Des routes déviées et des accès coupés pour cause d'éboulements, de coulées de boue ou de glissements de terrain... Ces événements que les experts regroupent dans la famille des "phénomènes gravitaires" – des roches ou autres sédiments qui tombent, en vertu des lois de la gravité – sont le quotidien des montagnards. Dans la vallée d'Aspe, dans les Pyrénées-Atlantiques, une partie de la RN 134 vers l'Espagne s'est effondrée, dans la nuit du vendredi 6 au samedi 7 septembre, emportée par une puissante coulée de boue. Plus tôt dans l'été, d'autres catastrophes ont braqué les projecteurs sur ces manifestations aussi imprévisibles que destructrices : celle du hameau de La Bérarde (Isère), emporté la nuit du 21 juin par un torrent de boues et de rocs ; les pluies torrentielles qui ont fait au moins 12 morts et disparus dans les Alpes suisses fin juin ; l'effondrement d'un pan de montagne, le 25 juillet, sur une route du Vercors. 

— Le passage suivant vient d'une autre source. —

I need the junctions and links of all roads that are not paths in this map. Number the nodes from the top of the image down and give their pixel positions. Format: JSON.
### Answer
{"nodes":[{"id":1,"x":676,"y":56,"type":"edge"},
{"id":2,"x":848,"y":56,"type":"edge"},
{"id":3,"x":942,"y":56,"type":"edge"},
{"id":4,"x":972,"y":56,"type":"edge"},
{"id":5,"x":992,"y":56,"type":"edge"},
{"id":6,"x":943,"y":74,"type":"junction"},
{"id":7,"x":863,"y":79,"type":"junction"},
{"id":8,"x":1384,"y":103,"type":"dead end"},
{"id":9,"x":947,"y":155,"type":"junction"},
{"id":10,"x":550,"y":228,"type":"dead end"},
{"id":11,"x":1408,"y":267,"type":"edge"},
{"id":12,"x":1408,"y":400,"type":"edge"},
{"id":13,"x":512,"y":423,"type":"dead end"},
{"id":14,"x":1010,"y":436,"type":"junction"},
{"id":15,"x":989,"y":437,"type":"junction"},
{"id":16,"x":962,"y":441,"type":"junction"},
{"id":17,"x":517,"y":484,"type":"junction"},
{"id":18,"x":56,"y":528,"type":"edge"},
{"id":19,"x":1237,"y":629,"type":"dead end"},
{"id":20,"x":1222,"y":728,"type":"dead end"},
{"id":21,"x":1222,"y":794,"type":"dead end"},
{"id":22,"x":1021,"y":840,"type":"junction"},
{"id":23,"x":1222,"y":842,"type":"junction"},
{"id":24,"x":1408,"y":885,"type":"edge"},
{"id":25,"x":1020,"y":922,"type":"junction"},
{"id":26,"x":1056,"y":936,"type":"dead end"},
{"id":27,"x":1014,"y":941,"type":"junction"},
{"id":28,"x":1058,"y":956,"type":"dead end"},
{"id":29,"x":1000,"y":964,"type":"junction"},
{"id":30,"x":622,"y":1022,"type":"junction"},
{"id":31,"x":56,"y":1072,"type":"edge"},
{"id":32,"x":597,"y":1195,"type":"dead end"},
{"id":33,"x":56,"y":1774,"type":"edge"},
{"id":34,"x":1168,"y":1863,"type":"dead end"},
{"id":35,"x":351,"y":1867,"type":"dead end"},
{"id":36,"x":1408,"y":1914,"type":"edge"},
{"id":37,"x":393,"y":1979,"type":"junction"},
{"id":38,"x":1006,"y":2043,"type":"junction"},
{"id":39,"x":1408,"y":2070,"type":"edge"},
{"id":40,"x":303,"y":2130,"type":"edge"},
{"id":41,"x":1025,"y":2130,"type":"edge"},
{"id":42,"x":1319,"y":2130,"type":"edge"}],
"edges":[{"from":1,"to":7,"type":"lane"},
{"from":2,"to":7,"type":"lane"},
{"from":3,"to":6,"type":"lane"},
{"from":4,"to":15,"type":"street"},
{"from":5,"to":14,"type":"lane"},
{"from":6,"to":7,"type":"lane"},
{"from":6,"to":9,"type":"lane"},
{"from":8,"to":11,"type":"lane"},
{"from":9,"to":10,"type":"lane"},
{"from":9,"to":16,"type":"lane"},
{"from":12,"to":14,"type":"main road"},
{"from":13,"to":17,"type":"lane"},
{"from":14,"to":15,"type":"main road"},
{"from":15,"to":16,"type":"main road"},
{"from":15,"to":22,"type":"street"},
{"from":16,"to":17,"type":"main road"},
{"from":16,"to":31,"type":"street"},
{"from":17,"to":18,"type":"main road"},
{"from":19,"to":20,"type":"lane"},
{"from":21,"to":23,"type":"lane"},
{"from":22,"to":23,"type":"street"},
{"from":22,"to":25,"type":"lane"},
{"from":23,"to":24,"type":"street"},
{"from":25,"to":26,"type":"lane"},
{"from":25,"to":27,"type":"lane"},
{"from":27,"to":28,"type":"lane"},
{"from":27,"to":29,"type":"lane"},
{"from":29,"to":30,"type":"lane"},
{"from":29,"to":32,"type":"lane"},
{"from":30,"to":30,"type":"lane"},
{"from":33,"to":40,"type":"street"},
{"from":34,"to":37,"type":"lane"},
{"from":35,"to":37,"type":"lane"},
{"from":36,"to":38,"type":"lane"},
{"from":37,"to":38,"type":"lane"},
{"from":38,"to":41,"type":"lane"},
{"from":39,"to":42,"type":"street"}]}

Ces catastrophes répétées, survenues après de violents épisodes de pluies en zone montagneuse, posent la question de l'implication du changement climatique d'origine humaine, pourvoyeur d'épisodes météorologiques extrêmes à travers le globe. Un suspect habituellement pointé du doigt, mais qui n'est pourtant pas toujours directement en cause. 

La haute montagne en surchauffe 

"Il faut se méfier des généralisations", insiste Serge Taboulot, président de l'Institut des risques majeurs (IRMa) à Grenoble (Isère). "En ce qui concerne la haute montagne, il n'y a pas photo. Le risque augmente de manière très nette, partout dans le monde, en lien avec le changement climatique qui entraîne la fonte du pergélisol". Cette terre glacée, aussi appelée "permafrost", maintenait jusqu'alors la roche en place. Mais sous l'effet de la hausse des températures, le dégel provoque des chutes de roches et autres éboulements qui contraignent chaque été les alpinistes à renoncer à bien des routes, devenues trop dangereuses.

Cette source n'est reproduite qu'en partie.